### Prompt
In the lines below, the string "order" may appear; say how many lines hold it and give nothing more.

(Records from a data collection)
——————————

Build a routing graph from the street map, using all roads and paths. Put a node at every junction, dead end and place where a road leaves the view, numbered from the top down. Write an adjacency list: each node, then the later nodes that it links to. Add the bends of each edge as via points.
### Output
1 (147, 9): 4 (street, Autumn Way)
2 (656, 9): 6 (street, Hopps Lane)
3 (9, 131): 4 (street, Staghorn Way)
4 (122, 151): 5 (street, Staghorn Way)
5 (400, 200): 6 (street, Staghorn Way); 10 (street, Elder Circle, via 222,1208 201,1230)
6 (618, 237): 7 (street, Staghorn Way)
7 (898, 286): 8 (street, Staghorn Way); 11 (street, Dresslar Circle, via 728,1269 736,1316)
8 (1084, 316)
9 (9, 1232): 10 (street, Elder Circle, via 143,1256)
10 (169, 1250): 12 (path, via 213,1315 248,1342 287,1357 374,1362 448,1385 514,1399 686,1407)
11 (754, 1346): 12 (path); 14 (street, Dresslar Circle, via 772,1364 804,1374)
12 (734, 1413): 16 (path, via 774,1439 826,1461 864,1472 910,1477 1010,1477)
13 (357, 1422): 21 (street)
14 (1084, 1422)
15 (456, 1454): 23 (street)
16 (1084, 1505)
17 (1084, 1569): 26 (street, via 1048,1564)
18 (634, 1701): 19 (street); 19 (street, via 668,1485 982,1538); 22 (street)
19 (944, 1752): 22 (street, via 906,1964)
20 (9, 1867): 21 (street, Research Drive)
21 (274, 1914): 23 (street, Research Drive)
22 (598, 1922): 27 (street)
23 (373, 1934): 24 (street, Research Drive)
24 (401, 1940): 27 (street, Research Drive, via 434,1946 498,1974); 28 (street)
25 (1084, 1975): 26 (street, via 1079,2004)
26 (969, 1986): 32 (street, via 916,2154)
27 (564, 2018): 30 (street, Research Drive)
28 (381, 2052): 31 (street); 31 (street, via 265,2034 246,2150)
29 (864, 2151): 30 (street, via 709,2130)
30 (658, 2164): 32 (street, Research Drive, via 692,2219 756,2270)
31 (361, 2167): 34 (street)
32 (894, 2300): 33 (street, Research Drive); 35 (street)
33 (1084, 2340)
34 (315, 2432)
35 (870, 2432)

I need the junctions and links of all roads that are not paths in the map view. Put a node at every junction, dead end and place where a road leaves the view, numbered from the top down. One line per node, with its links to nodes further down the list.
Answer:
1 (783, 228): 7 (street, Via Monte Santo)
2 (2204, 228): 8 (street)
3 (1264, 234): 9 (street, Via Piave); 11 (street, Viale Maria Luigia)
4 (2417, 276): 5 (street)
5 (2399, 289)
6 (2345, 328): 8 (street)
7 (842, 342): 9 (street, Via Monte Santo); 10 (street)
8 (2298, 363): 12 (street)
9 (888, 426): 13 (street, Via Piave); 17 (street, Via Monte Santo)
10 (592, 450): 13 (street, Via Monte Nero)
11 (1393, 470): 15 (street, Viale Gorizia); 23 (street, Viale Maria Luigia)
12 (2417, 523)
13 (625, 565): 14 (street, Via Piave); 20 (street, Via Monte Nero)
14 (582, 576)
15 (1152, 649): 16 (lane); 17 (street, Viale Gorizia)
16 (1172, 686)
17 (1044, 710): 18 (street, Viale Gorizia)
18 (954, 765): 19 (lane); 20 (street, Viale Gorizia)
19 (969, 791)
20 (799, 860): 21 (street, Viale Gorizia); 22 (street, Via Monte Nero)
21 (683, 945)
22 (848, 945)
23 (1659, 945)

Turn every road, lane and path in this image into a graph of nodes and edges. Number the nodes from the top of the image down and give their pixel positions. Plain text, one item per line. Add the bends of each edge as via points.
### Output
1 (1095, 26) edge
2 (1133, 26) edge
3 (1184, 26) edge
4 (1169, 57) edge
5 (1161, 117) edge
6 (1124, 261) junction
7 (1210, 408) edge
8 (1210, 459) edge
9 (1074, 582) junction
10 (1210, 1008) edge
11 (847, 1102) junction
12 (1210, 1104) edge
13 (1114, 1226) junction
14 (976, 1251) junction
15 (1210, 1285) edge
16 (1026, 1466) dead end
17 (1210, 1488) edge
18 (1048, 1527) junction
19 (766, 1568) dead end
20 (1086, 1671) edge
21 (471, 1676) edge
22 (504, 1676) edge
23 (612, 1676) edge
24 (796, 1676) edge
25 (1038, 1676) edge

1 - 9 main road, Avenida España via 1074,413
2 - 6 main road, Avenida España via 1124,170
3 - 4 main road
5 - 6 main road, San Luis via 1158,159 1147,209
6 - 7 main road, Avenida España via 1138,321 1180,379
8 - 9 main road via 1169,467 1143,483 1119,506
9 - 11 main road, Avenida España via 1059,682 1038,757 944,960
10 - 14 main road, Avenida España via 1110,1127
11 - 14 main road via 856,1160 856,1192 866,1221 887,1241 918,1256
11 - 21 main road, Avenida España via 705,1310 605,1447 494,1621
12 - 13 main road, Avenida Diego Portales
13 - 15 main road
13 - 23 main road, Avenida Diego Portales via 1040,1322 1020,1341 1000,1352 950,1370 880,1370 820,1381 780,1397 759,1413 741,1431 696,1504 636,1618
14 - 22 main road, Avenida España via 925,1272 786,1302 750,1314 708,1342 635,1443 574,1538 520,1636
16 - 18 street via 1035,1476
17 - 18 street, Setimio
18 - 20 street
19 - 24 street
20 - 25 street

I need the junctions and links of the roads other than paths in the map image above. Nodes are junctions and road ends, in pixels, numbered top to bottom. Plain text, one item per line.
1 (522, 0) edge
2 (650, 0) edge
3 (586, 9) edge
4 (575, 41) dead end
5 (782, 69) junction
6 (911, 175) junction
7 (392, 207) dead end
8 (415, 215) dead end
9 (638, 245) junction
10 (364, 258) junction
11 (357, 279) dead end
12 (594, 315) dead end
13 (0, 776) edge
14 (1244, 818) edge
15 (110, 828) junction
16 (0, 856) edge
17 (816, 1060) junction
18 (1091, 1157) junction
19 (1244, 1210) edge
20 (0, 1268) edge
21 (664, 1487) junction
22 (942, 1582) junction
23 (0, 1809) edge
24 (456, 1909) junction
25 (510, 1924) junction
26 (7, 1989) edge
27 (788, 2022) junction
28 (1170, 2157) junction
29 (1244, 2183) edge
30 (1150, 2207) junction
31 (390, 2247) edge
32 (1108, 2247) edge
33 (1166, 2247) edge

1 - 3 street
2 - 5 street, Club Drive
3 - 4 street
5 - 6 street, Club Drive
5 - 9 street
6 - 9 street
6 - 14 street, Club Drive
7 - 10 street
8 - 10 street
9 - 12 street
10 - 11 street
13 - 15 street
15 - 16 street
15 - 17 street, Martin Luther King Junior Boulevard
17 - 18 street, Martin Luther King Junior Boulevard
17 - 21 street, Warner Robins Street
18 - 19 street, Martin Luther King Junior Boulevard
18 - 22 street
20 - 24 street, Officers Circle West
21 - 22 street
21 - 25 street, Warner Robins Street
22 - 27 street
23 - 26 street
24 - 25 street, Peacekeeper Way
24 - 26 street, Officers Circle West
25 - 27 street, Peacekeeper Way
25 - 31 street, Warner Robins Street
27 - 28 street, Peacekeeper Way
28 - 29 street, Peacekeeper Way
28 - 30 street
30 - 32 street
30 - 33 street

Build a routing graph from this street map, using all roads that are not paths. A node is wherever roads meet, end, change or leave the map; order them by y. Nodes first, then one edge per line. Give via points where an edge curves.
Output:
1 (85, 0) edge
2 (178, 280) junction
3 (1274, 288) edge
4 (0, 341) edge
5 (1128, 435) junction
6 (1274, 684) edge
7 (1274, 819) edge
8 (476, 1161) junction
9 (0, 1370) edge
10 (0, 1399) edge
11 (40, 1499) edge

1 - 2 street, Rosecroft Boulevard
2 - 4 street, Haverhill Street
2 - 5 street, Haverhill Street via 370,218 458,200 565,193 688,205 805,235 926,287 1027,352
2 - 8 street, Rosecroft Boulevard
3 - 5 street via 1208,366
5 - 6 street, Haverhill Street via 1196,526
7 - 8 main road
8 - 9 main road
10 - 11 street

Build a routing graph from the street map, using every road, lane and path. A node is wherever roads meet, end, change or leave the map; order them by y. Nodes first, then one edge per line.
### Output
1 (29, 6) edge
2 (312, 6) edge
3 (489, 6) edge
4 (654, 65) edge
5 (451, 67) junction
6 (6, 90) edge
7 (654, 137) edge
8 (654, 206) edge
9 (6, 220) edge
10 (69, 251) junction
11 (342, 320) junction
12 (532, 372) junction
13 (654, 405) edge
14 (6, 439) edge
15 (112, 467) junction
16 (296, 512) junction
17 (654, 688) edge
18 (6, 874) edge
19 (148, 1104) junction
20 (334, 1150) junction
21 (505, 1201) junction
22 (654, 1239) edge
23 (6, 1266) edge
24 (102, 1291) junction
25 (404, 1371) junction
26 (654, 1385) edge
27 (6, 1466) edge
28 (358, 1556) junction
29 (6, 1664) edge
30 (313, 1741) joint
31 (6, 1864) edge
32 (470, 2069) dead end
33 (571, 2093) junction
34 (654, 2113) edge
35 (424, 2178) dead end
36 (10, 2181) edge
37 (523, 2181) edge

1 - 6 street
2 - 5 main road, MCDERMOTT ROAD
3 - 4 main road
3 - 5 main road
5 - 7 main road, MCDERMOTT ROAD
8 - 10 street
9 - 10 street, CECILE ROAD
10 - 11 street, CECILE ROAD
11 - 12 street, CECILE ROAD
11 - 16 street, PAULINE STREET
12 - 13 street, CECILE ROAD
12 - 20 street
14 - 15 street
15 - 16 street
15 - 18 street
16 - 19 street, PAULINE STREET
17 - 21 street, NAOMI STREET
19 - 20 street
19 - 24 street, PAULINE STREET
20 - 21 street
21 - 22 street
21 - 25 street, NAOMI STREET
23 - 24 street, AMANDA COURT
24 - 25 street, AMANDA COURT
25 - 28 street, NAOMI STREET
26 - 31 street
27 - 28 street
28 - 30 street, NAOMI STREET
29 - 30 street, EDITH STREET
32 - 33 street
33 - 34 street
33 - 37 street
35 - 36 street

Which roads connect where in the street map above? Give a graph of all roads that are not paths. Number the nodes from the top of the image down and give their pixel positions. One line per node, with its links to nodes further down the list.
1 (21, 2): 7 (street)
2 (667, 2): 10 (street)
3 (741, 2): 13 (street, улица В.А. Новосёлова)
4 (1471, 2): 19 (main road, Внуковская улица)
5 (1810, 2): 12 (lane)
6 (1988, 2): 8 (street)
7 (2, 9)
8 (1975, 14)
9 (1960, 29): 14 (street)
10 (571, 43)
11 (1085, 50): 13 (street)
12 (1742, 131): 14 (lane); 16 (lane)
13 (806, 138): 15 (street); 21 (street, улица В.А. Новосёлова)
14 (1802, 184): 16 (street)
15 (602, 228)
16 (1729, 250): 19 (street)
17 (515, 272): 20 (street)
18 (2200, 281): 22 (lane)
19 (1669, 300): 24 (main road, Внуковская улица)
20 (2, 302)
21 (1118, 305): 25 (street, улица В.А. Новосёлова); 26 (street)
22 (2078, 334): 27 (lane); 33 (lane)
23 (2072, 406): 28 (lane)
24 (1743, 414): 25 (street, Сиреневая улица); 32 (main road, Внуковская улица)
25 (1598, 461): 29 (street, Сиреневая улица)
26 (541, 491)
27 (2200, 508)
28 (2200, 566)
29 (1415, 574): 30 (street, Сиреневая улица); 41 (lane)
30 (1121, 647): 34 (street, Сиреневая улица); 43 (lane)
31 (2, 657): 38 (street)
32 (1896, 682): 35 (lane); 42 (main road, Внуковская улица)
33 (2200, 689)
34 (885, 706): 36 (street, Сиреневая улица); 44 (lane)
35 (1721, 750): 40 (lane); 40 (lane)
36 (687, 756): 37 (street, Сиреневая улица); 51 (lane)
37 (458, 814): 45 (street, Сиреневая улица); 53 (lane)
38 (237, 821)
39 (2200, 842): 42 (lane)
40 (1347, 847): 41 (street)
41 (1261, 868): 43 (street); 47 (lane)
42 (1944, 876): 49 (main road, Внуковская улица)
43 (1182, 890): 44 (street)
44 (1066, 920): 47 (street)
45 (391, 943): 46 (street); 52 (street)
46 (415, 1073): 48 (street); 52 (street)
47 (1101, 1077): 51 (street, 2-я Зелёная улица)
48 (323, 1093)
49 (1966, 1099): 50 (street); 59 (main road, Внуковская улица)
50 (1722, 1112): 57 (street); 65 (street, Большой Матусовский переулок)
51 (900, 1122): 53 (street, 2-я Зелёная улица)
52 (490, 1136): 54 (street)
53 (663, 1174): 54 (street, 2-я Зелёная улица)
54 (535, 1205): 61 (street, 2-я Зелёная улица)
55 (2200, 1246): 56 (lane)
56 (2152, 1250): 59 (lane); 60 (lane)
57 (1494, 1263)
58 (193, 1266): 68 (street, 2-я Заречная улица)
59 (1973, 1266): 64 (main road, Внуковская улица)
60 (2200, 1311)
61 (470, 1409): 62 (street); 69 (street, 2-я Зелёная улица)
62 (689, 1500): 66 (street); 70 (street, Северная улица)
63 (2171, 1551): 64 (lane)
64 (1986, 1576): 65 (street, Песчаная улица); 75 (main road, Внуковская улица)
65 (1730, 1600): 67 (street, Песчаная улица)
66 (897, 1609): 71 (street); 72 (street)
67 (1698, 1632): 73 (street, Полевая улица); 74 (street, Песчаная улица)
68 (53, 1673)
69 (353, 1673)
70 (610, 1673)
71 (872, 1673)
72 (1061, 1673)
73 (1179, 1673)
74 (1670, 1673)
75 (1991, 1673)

——————————

### Response for this exercise
2